#### Working data:
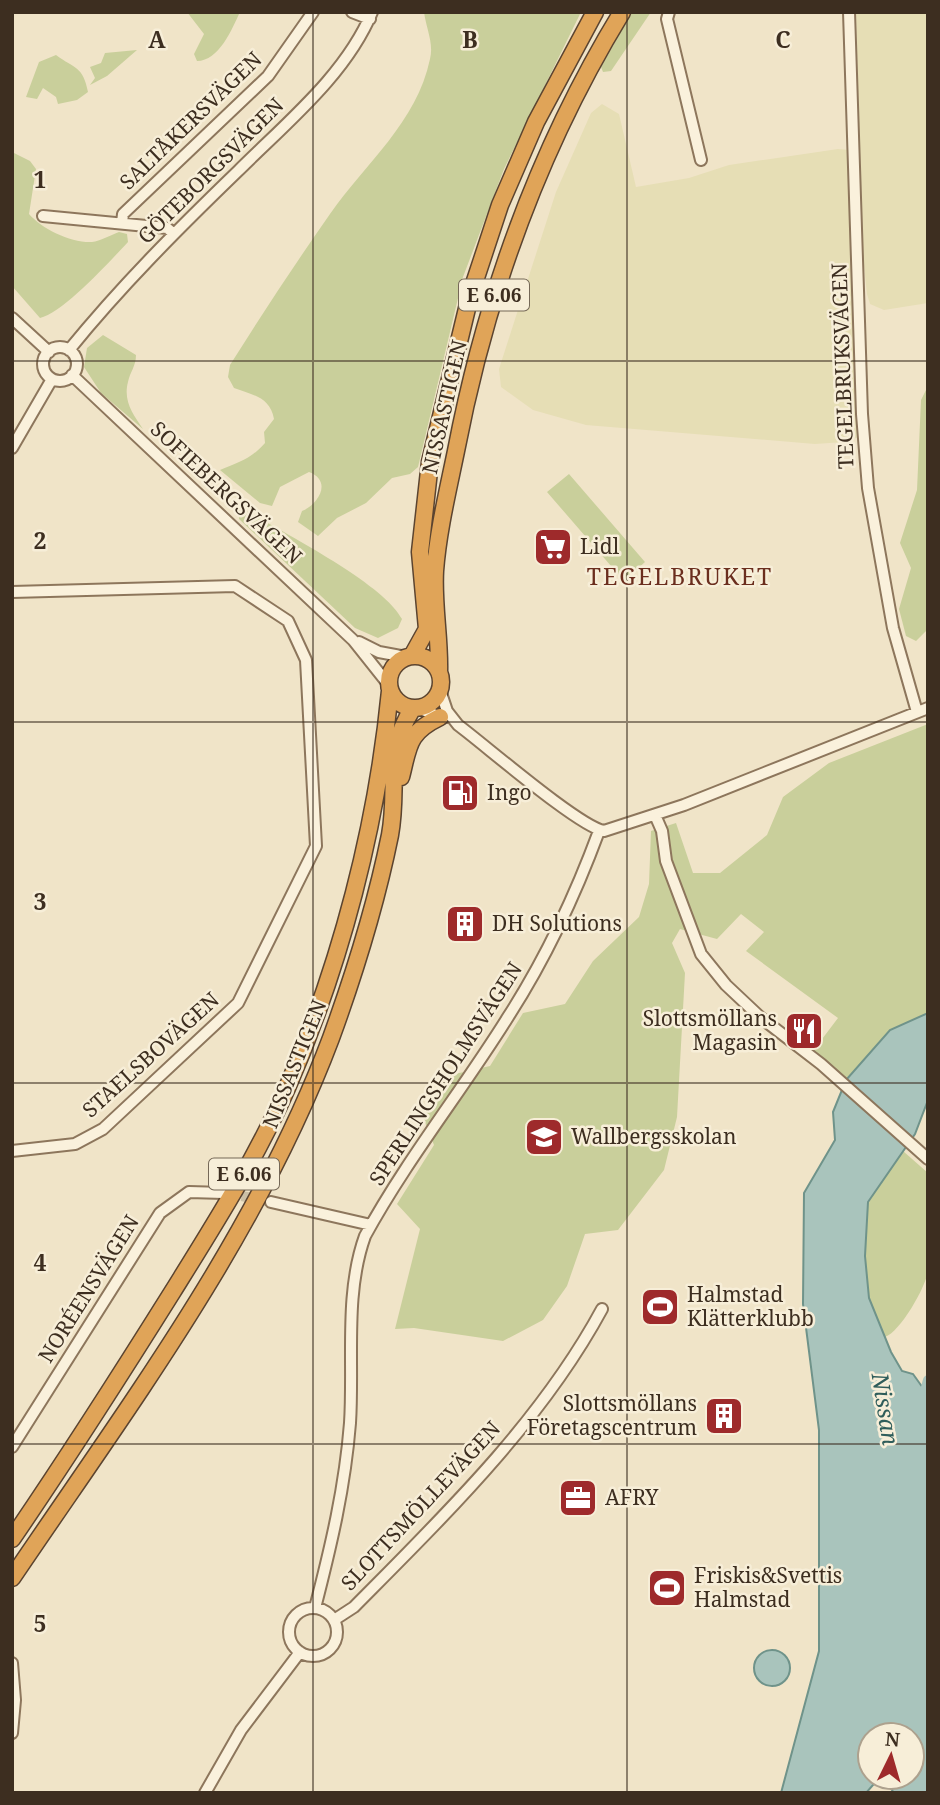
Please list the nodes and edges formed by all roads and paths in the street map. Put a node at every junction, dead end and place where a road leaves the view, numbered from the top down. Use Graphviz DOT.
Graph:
graph roads {
  1 [pos="313,12"];
  2 [pos="352,12"];
  3 [pos="595,12"];
  4 [pos="622,12"];
  5 [pos="849,12"];
  6 [pos="668,14"];
  7 [pos="371,16"];
  8 [pos="701,160"];
  9 [pos="43,216"];
  10 [pos="122,223"];
  11 [pos="174,234"];
  12 [pos="12,318"];
  13 [pos="69,350"];
  14 [pos="49,352"];
  15 [pos="72,375"];
  16 [pos="52,379"];
  17 [pos="13,446"];
  18 [pos="12,592"];
  19 [pos="353,640"];
  20 [pos="409,656"];
  21 [pos="439,672"];
  22 [pos="389,687"];
  23 [pos="440,690"];
  24 [pos="415,708"];
  25 [pos="923,710"];
  26 [pos="440,717"];
  27 [pos="458,724"];
  28 [pos="395,796"];
  29 [pos="655,815"];
  30 [pos="599,831"];
  31 [pos="12,1151"];
  32 [pos="927,1159"];
  33 [pos="224,1193"];
  34 [pos="271,1202"];
  35 [pos="371,1224"];
  36 [pos="602,1309"];
  37 [pos="12,1447"];
  38 [pos="12,1539"];
  39 [pos="12,1578"];
  40 [pos="315,1608"];
  41 [pos="334,1620"];
  42 [pos="300,1652"];
  43 [pos="12,1663"];
  44 [pos="12,1733"];
  45 [pos="205,1793"];
  1 -- 10 [label="street, SALTÅKERSVÄGEN"];
  2 -- 7 [label="street"];
  3 -- 20 [label="highway, NISSASTIGEN / E 6.06"];
  4 -- 21 [label="highway, NISSASTIGEN / E 6.06"];
  5 -- 25 [label="street, TEGELBRUKSVÄGEN"];
  6 -- 8 [label="street"];
  7 -- 11 [label="street, GÖTEBORGSVÄGEN"];
  9 -- 10 [label="street"];
  10 -- 11 [label="street"];
  11 -- 13 [label="street, GÖTEBORGSVÄGEN"];
  12 -- 14 [label="street"];
  13 -- 14 [label="street"];
  13 -- 15 [label="street"];
  14 -- 16 [label="street"];
  15 -- 16 [label="street"];
  15 -- 19 [label="street, SOFIEBERGSVÄGEN"];
  16 -- 17 [label="street"];
  18 -- 31 [label="street, STAELSBOVÄGEN"];
  19 -- 20 [label="street, SOFIEBERGSVÄGEN"];
  19 -- 22 [label="street, SOFIEBERGSVÄGEN"];
  20 -- 21 [label="highway"];
  20 -- 22 [label="highway, E 6.06"];
  21 -- 23 [label="highway, E 6.06"];
  22 -- 24 [label="highway"];
  22 -- 38 [label="highway, NISSASTIGEN / E 6.06"];
  23 -- 24 [label="highway, E 6.06"];
  23 -- 27 [label="street"];
  24 -- 26 [label="street"];
  24 -- 28 [label="highway, NISSASTIGEN / E 6.06"];
  25 -- 29 [label="street"];
  26 -- 27 [label="street"];
  26 -- 28 [label="highway, E 6.06"];
  27 -- 30 [label="street"];
  28 -- 39 [label="highway, NISSASTIGEN / E 6.06"];
  29 -- 30 [label="street"];
  29 -- 32 [label="street"];
  30 -- 35 [label="street, SPERLINGSHOLMSVÄGEN"];
  33 -- 37 [label="street, NORÉENSVÄGEN"];
  34 -- 35 [label="street"];
  35 -- 40 [label="street, SPERLINGSHOLMSVÄGEN"];
  36 -- 41 [label="street, SLOTTSMÖLLEVÄGEN"];
  40 -- 41 [label="street"];
  40 -- 42 [label="street"];
  41 -- 42 [label="street"];
  42 -- 45 [label="street"];
  43 -- 44 [label="street"];
}
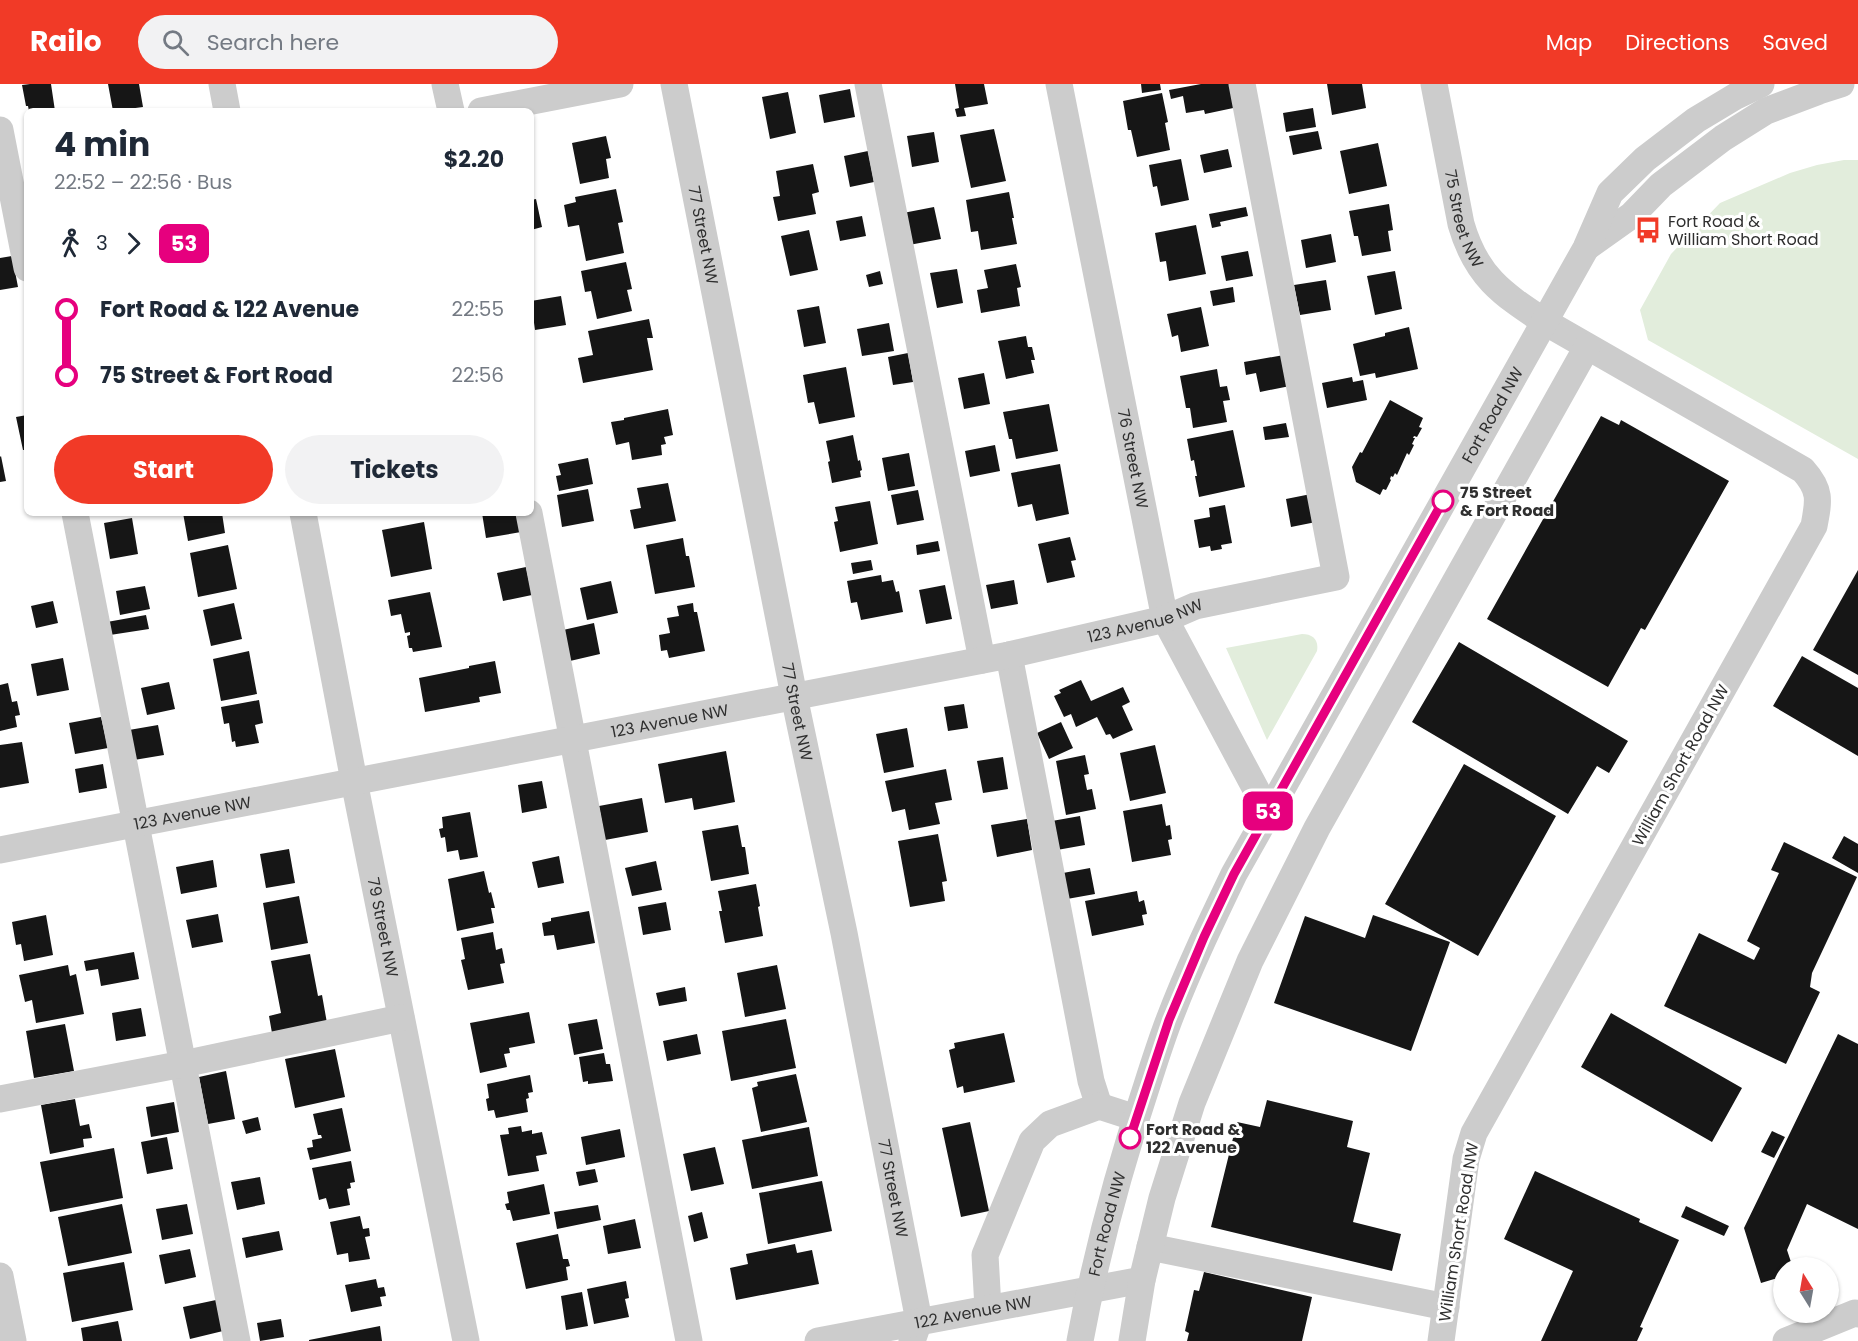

#### Action item:
Which lines above include "roads"? Show each of them by copying it.

#### Task response:
Please list the nodes and edges formed by all roads and paths in the street map. Put a node at every junction, dead end and place where a road leaves the view, numbered from the top down. Use Graphviz DOT.
graph roads {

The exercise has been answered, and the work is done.